Published: 16 August 2005 09:10 GMT
The University of California at Berkeley is creating an interdisciplinary centre for advanced search technologies and is in talks with search giants including Google to join the project, CNET News.com has learned.
The project is one of many efforts at US universities designed to address the explosive growth of internet search and the complex issues that have arisen in the field.
UC Berkeley, birthplace of early search highflier Inktomi and the school where Google CEO Eric Schmidt got his computer science doctoral degree, is bringing together roughly 20 faculty members from various departments to cross-pollinate work on search technology, said Robert Wilensky, the centre's director. The principal areas of focus are: privacy, fraud, multimedia search and personalisation.
Wilensky said in an interview: "We want to solve the problems that have been engendered by the success of search." Wilensky is a professor of computer science and information management at Berkeley.
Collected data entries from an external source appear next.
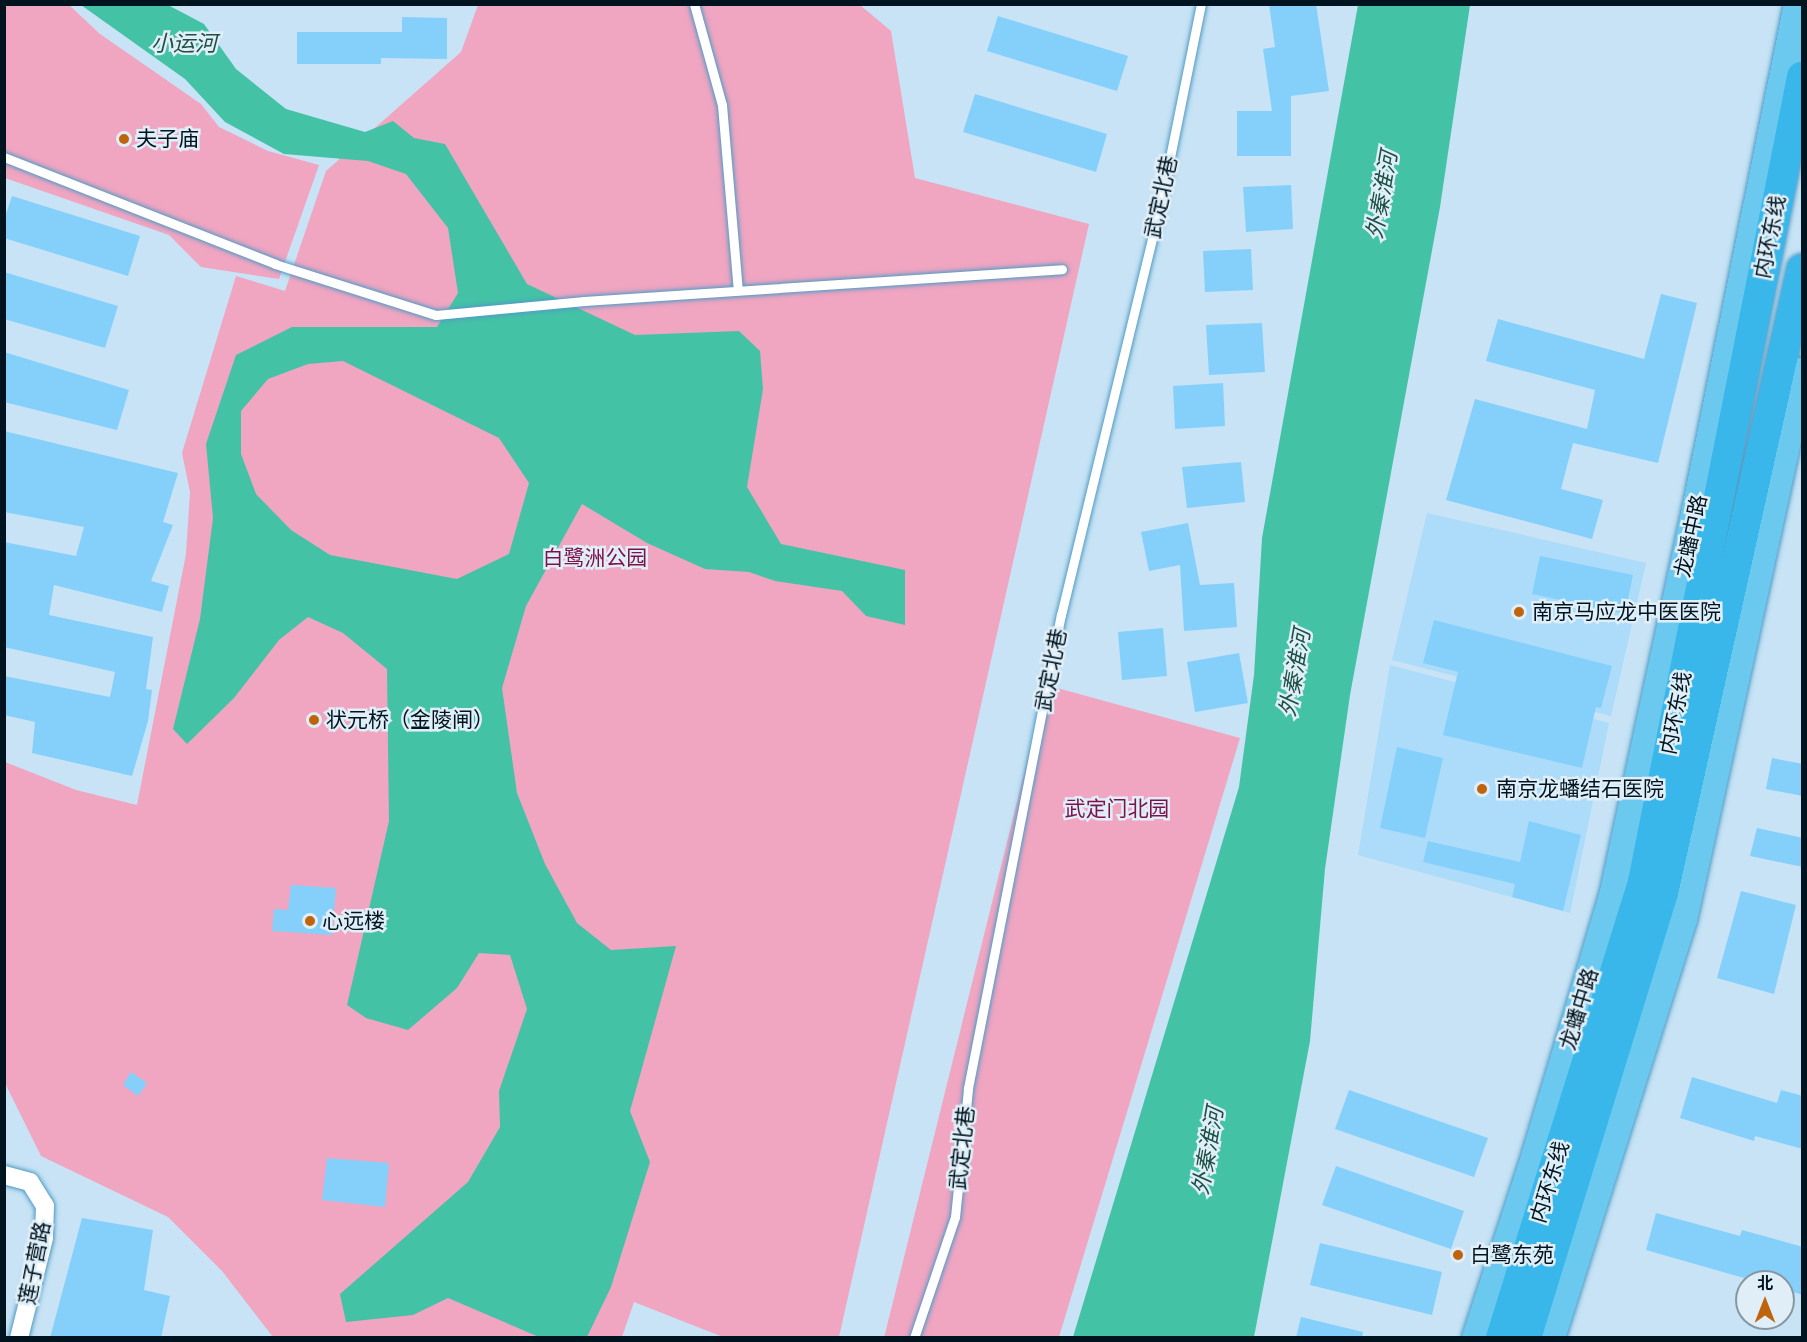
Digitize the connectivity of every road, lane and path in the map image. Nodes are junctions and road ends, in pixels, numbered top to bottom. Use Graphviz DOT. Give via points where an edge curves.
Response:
graph roads {
  1 [pos="694,4"];
  2 [pos="1201,4"];
  3 [pos="1798,4"];
  4 [pos="1803,77"];
  5 [pos="4,157"];
  6 [pos="1062,268"];
  7 [pos="1803,269"];
  8 [pos="738,290"];
  9 [pos="1803,372"];
  10 [pos="4,1174"];
  11 [pos="19,1338"];
  12 [pos="914,1338"];
  13 [pos="1476,1338"];
  14 [pos="1501,1338"];
  15 [pos="1526,1338"];
  16 [pos="1551,1338"];
  1 -- 8 [label="lane" via="722,105"];
  2 -- 12 [label="lane, 武定北巷" via="1161,202 1061,615 968,1088 955,1217"];
  3 -- 13 [label="main road, 龙蟠中路" via="1614,892"];
  4 -- 14 [label="highway, 内环东线" via="1643,882"];
  5 -- 8 [label="lane" via="274,264 436,315"];
  6 -- 8 [label="lane"];
  7 -- 15 [label="highway, 内环东线" via="1663,893"];
  9 -- 16 [label="main road" via="1683,920"];
  10 -- 11 [label="street, 莲子营路" via="30,1182 45,1206 44,1238"];
}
Plans are still being worked out for the centre's physical space but Wilensky said he hopes designs will be completed within the next few months and the centre will be opened early next year. He also said he's talking to Google and other search players about membership.
"If you have 20 researchers interested in search, then getting them together where they are cross-fertilising ideas, you make something bigger than its parts. You can create a nuclear reaction," he said.
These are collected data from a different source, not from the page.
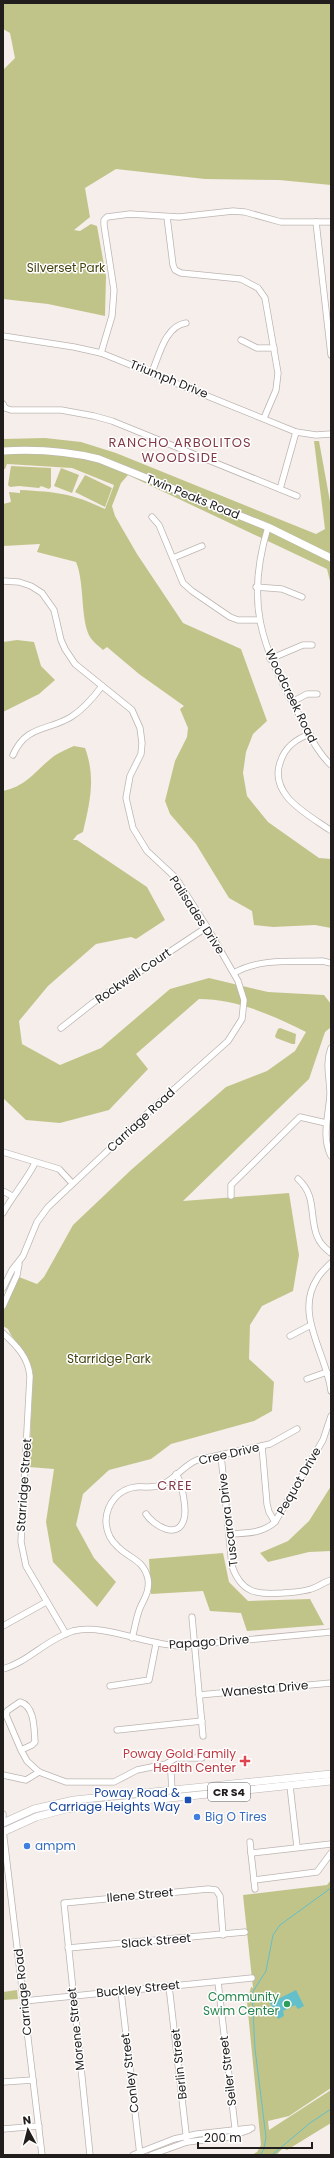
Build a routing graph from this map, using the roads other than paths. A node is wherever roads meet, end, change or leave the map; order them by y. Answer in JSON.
{"nodes":[{"id":1,"x":167,"y":217,"type":"junction"},
{"id":2,"x":316,"y":222,"type":"junction"},
{"id":3,"x":331,"y":222,"type":"edge"},
{"id":4,"x":186,"y":323,"type":"dead end"},
{"id":5,"x":3,"y":336,"type":"edge"},
{"id":6,"x":241,"y":340,"type":"dead end"},
{"id":7,"x":274,"y":348,"type":"junction"},
{"id":8,"x":101,"y":353,"type":"junction"},
{"id":9,"x":331,"y":355,"type":"edge"},
{"id":10,"x":152,"y":372,"type":"junction"},
{"id":11,"x":4,"y":406,"type":"edge"},
{"id":12,"x":264,"y":418,"type":"junction"},
{"id":13,"x":296,"y":432,"type":"junction"},
{"id":14,"x":331,"y":434,"type":"edge"},
{"id":15,"x":3,"y":451,"type":"edge"},
{"id":16,"x":280,"y":489,"type":"junction"},
{"id":17,"x":297,"y":496,"type":"dead end"},
{"id":18,"x":152,"y":517,"type":"dead end"},
{"id":19,"x":268,"y":527,"type":"junction"},
{"id":20,"x":202,"y":546,"type":"dead end"},
{"id":21,"x":173,"y":558,"type":"junction"},
{"id":22,"x":331,"y":558,"type":"edge"},
{"id":23,"x":3,"y":581,"type":"edge"},
{"id":24,"x":256,"y":587,"type":"junction"},
{"id":25,"x":302,"y":597,"type":"dead end"},
{"id":26,"x":259,"y":620,"type":"junction"},
{"id":27,"x":312,"y":645,"type":"dead end"},
{"id":28,"x":270,"y":659,"type":"junction"},
{"id":29,"x":102,"y":686,"type":"junction"},
{"id":30,"x":316,"y":694,"type":"dead end"},
{"id":31,"x":292,"y":702,"type":"junction"},
{"id":32,"x":310,"y":734,"type":"junction"},
{"id":33,"x":13,"y":755,"type":"dead end"},
{"id":34,"x":331,"y":765,"type":"edge"},
{"id":35,"x":330,"y":830,"type":"dead end"},
{"id":36,"x":207,"y":927,"type":"junction"},
{"id":37,"x":331,"y":963,"type":"edge"},
{"id":38,"x":234,"y":973,"type":"junction"},
{"id":39,"x":61,"y":1028,"type":"dead end"},
{"id":40,"x":331,"y":1048,"type":"edge"},
{"id":41,"x":326,"y":1123,"type":"junction"},
{"id":42,"x":3,"y":1152,"type":"edge"},
{"id":43,"x":331,"y":1156,"type":"edge"},
{"id":44,"x":35,"y":1163,"type":"junction"},
{"id":45,"x":298,"y":1179,"type":"dead end"},
{"id":46,"x":72,"y":1184,"type":"junction"},
{"id":47,"x":3,"y":1191,"type":"edge"},
{"id":48,"x":12,"y":1196,"type":"junction"},
{"id":49,"x":231,"y":1196,"type":"dead end"},
{"id":50,"x":3,"y":1213,"type":"edge"},
{"id":51,"x":331,"y":1253,"type":"edge"},
{"id":52,"x":331,"y":1263,"type":"edge"},
{"id":53,"x":18,"y":1264,"type":"junction"},
{"id":54,"x":3,"y":1288,"type":"edge"},
{"id":55,"x":5,"y":1295,"type":"edge"},
{"id":56,"x":3,"y":1306,"type":"edge"},
{"id":57,"x":311,"y":1325,"type":"junction"},
{"id":58,"x":3,"y":1333,"type":"edge"},
{"id":59,"x":290,"y":1336,"type":"dead end"},
{"id":60,"x":327,"y":1372,"type":"junction"},
{"id":61,"x":307,"y":1379,"type":"dead end"},
{"id":62,"x":331,"y":1391,"type":"edge"},
{"id":63,"x":331,"y":1416,"type":"edge"},
{"id":64,"x":297,"y":1429,"type":"dead end"},
{"id":65,"x":262,"y":1446,"type":"junction"},
{"id":66,"x":221,"y":1455,"type":"junction"},
{"id":67,"x":176,"y":1474,"type":"junction"},
{"id":68,"x":146,"y":1514,"type":"dead end"},
{"id":69,"x":276,"y":1522,"type":"junction"},
{"id":70,"x":229,"y":1534,"type":"junction"},
{"id":71,"x":331,"y":1580,"type":"edge"},
{"id":72,"x":46,"y":1602,"type":"junction"},
{"id":73,"x":192,"y":1617,"type":"dead end"},
{"id":74,"x":3,"y":1626,"type":"edge"},
{"id":75,"x":331,"y":1632,"type":"edge"},
{"id":76,"x":66,"y":1634,"type":"junction"},
{"id":77,"x":132,"y":1638,"type":"junction"},
{"id":78,"x":156,"y":1644,"type":"junction"},
{"id":79,"x":194,"y":1645,"type":"junction"},
{"id":80,"x":3,"y":1669,"type":"edge"},
{"id":81,"x":331,"y":1683,"type":"edge"},
{"id":82,"x":110,"y":1686,"type":"dead end"},
{"id":83,"x":199,"y":1695,"type":"junction"},
{"id":84,"x":202,"y":1721,"type":"junction"},
{"id":85,"x":117,"y":1730,"type":"dead end"},
{"id":86,"x":203,"y":1736,"type":"dead end"},
{"id":87,"x":21,"y":1750,"type":"junction"},
{"id":88,"x":202,"y":1758,"type":"dead end"},
{"id":89,"x":168,"y":1763,"type":"junction"},
{"id":90,"x":39,"y":1772,"type":"junction"},
{"id":91,"x":331,"y":1774,"type":"edge"},
{"id":92,"x":3,"y":1775,"type":"edge"},
{"id":93,"x":331,"y":1781,"type":"edge"},
{"id":94,"x":290,"y":1782,"type":"junction"},
{"id":95,"x":248,"y":1783,"type":"junction"},
{"id":96,"x":172,"y":1790,"type":"junction"},
{"id":97,"x":229,"y":1792,"type":"junction"},
{"id":98,"x":3,"y":1823,"type":"edge"},
{"id":99,"x":3,"y":1831,"type":"edge"},
{"id":100,"x":250,"y":1842,"type":"dead end"},
{"id":101,"x":331,"y":1844,"type":"edge"},
{"id":102,"x":297,"y":1847,"type":"junction"},
{"id":103,"x":251,"y":1853,"type":"junction"},
{"id":104,"x":331,"y":1853,"type":"edge"},
{"id":105,"x":254,"y":1880,"type":"junction"},
{"id":106,"x":255,"y":1889,"type":"dead end"},
{"id":107,"x":64,"y":1903,"type":"joint"},
{"id":108,"x":245,"y":1932,"type":"dead end"},
{"id":109,"x":223,"y":1935,"type":"junction"},
{"id":110,"x":68,"y":1948,"type":"junction"},
{"id":111,"x":252,"y":1978,"type":"dead end"},
{"id":112,"x":218,"y":1982,"type":"junction"},
{"id":113,"x":169,"y":1986,"type":"junction"},
{"id":114,"x":121,"y":1991,"type":"junction"},
{"id":115,"x":72,"y":1996,"type":"junction"},
{"id":116,"x":24,"y":2001,"type":"junction"},
{"id":117,"x":33,"y":2080,"type":"junction"},
{"id":118,"x":3,"y":2082,"type":"edge"},
{"id":119,"x":38,"y":2126,"type":"junction"},
{"id":120,"x":3,"y":2129,"type":"edge"},
{"id":121,"x":235,"y":2129,"type":"junction"},
{"id":122,"x":236,"y":2136,"type":"junction"},
{"id":123,"x":187,"y":2139,"type":"junction"},
{"id":124,"x":140,"y":2154,"type":"edge"},
{"id":125,"x":42,"y":2155,"type":"edge"},
{"id":126,"x":90,"y":2155,"type":"edge"},
{"id":127,"x":133,"y":2155,"type":"edge"},
{"id":128,"x":151,"y":2155,"type":"edge"}],
"edges":[{"from":1,"to":2,"type":"street"},
{"from":1,"to":7,"type":"street"},
{"from":1,"to":8,"type":"street"},
{"from":2,"to":3,"type":"street"},
{"from":2,"to":9,"type":"street"},
{"from":4,"to":10,"type":"street"},
{"from":5,"to":8,"type":"street","name":"Triumph Drive"},
{"from":6,"to":7,"type":"street"},
{"from":7,"to":12,"type":"street"},
{"from":8,"to":10,"type":"street","name":"Triumph Drive"},
{"from":10,"to":12,"type":"street","name":"Triumph Drive"},
{"from":11,"to":16,"type":"street"},
{"from":12,"to":13,"type":"street","name":"Triumph Drive"},
{"from":13,"to":14,"type":"street","name":"Triumph Drive"},
{"from":13,"to":16,"type":"street"},
{"from":15,"to":19,"type":"main road","name":"Twin Peaks Road"},
{"from":16,"to":17,"type":"street"},
{"from":18,"to":21,"type":"street"},
{"from":19,"to":22,"type":"main road","name":"Twin Peaks Road"},
{"from":19,"to":24,"type":"street","name":"Woodcreek Road"},
{"from":20,"to":21,"type":"street"},
{"from":21,"to":26,"type":"street"},
{"from":23,"to":29,"type":"street","name":"Palisades Drive"},
{"from":24,"to":25,"type":"street"},
{"from":24,"to":26,"type":"street","name":"Woodcreek Road"},
{"from":26,"to":28,"type":"street","name":"Woodcreek Road"},
{"from":27,"to":28,"type":"street"},
{"from":28,"to":31,"type":"street","name":"Woodcreek Road"},
{"from":29,"to":33,"type":"street"},
{"from":29,"to":36,"type":"street","name":"Palisades Drive"},
{"from":30,"to":31,"type":"street"},
{"from":31,"to":32,"type":"street","name":"Woodcreek Road"},
{"from":32,"to":34,"type":"street","name":"Woodcreek Road"},
{"from":32,"to":35,"type":"street"},
{"from":36,"to":38,"type":"street","name":"Palisades Drive"},
{"from":36,"to":39,"type":"street","name":"Rockwell Court"},
{"from":37,"to":38,"type":"street"},
{"from":38,"to":46,"type":"street","name":"Carriage Road"},
{"from":40,"to":41,"type":"street"},
{"from":41,"to":43,"type":"street"},
{"from":41,"to":49,"type":"street"},
{"from":42,"to":44,"type":"street"},
{"from":44,"to":46,"type":"street"},
{"from":44,"to":48,"type":"street"},
{"from":45,"to":51,"type":"street"},
{"from":46,"to":53,"type":"street","name":"Carriage Road"},
{"from":47,"to":48,"type":"street"},
{"from":48,"to":50,"type":"street"},
{"from":52,"to":57,"type":"street"},
{"from":53,"to":54,"type":"street","name":"Carriage Road"},
{"from":53,"to":55,"type":"street","name":"Carriage Road"},
{"from":55,"to":56,"type":"street","name":"Carriage Road"},
{"from":57,"to":59,"type":"street"},
{"from":57,"to":60,"type":"street"},
{"from":58,"to":72,"type":"street","name":"Starridge Street"},
{"from":60,"to":61,"type":"street"},
{"from":60,"to":62,"type":"street"},
{"from":63,"to":69,"type":"street","name":"Pequot Drive"},
{"from":64,"to":65,"type":"street","name":"Cree Drive"},
{"from":65,"to":66,"type":"street","name":"Cree Drive"},
{"from":65,"to":69,"type":"street"},
{"from":66,"to":67,"type":"street","name":"Cree Drive"},
{"from":66,"to":70,"type":"street","name":"Tuscarora Drive"},
{"from":67,"to":68,"type":"street"},
{"from":67,"to":77,"type":"street","name":"Cree Drive"},
{"from":69,"to":70,"type":"street","name":"Pequot Drive"},
{"from":70,"to":71,"type":"street","name":"Tuscarora Drive"},
{"from":72,"to":74,"type":"street"},
{"from":72,"to":76,"type":"street","name":"Starridge Street"},
{"from":73,"to":79,"type":"street"},
{"from":75,"to":79,"type":"street","name":"Papago Drive"},
{"from":76,"to":77,"type":"street","name":"Papago Drive"},
{"from":76,"to":80,"type":"street","name":"Papago Drive"},
{"from":77,"to":78,"type":"street","name":"Papago Drive"},
{"from":78,"to":79,"type":"street","name":"Papago Drive"},
{"from":78,"to":82,"type":"street"},
{"from":79,"to":83,"type":"street"},
{"from":81,"to":83,"type":"street","name":"Wanesta Drive"},
{"from":83,"to":84,"type":"street"},
{"from":84,"to":85,"type":"street"},
{"from":84,"to":86,"type":"street"},
{"from":87,"to":87,"type":"street"},
{"from":87,"to":90,"type":"street"},
{"from":88,"to":89,"type":"street"},
{"from":89,"to":90,"type":"street"},
{"from":89,"to":96,"type":"street"},
{"from":90,"to":92,"type":"street"},
{"from":91,"to":94,"type":"main road","number":"CR S4"},
{"from":93,"to":94,"type":"main road","number":"CR S4"},
{"from":94,"to":95,"type":"main road","number":"CR S4"},
{"from":94,"to":97,"type":"main road","number":"CR S4"},
{"from":94,"to":102,"type":"street"},
{"from":95,"to":96,"type":"main road","number":"CR S4"},
{"from":95,"to":97,"type":"main road"},
{"from":96,"to":98,"type":"main road","number":"CR S4"},
{"from":97,"to":99,"type":"main road","number":"CR S4"},
{"from":99,"to":116,"type":"street","name":"Carriage Road"},
{"from":100,"to":103,"type":"street"},
{"from":101,"to":102,"type":"street"},
{"from":102,"to":103,"type":"street"},
{"from":103,"to":105,"type":"street"},
{"from":104,"to":105,"type":"street"},
{"from":105,"to":106,"type":"street"},
{"from":107,"to":109,"type":"street","name":"Ilene Street"},
{"from":107,"to":110,"type":"street","name":"Morene Street"},
{"from":108,"to":109,"type":"street","name":"Slack Street"},
{"from":109,"to":110,"type":"street","name":"Slack Street"},
{"from":110,"to":115,"type":"street","name":"Morene Street"},
{"from":111,"to":112,"type":"street","name":"Buckley Street"},
{"from":112,"to":113,"type":"street","name":"Buckley Street"},
{"from":112,"to":121,"type":"street","name":"Seiler Street"},
{"from":113,"to":114,"type":"street","name":"Buckley Street"},
{"from":113,"to":123,"type":"street","name":"Berlin Street"},
{"from":114,"to":115,"type":"street","name":"Buckley Street"},
{"from":114,"to":124,"type":"street","name":"Conley Street"},
{"from":115,"to":116,"type":"street","name":"Buckley Street"},
{"from":115,"to":126,"type":"street","name":"Morene Street"},
{"from":116,"to":117,"type":"street","name":"Carriage Road"},
{"from":117,"to":118,"type":"street"},
{"from":117,"to":119,"type":"street","name":"Carriage Road"},
{"from":119,"to":120,"type":"street"},
{"from":119,"to":125,"type":"street","name":"Carriage Road"},
{"from":121,"to":122,"type":"street","name":"Seiler Street"},
{"from":121,"to":122,"type":"street"},
{"from":121,"to":123,"type":"street"},
{"from":122,"to":123,"type":"street"},
{"from":123,"to":124,"type":"street"},
{"from":123,"to":128,"type":"street"},
{"from":124,"to":127,"type":"street"}]}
Google declined to comment.
One major area of development at Berkeley will be in trust and privacy. For example, how believable is the content dug up on Google or how do you know an eBay seller is truly trustworthy?
Wilensky said his group has proved that on average, eBay seller ratings are skewed based on what's called retaliatory ratings in which people slam those who slam them. Others with black marks will disappear only to re-emerge later with a clean slate. As a result, Wilensky said, his team has built an algorithm called "EM trust" (for expectation maximisation) using a statistical model for rating how honest an online seller may or may not be. That development might be applied to websites as well.
The centre will be modeled after Berkeley's Wireless Research Center in downtown Berkeley, which enjoys the backing of big mobile companies. It will include such faculty as Jitendra Malik, professor and chair of UC Berkeley's Department of Electrical Engineering, and David Forsyth, professor of computer sciences, who are both working on computer-vision research.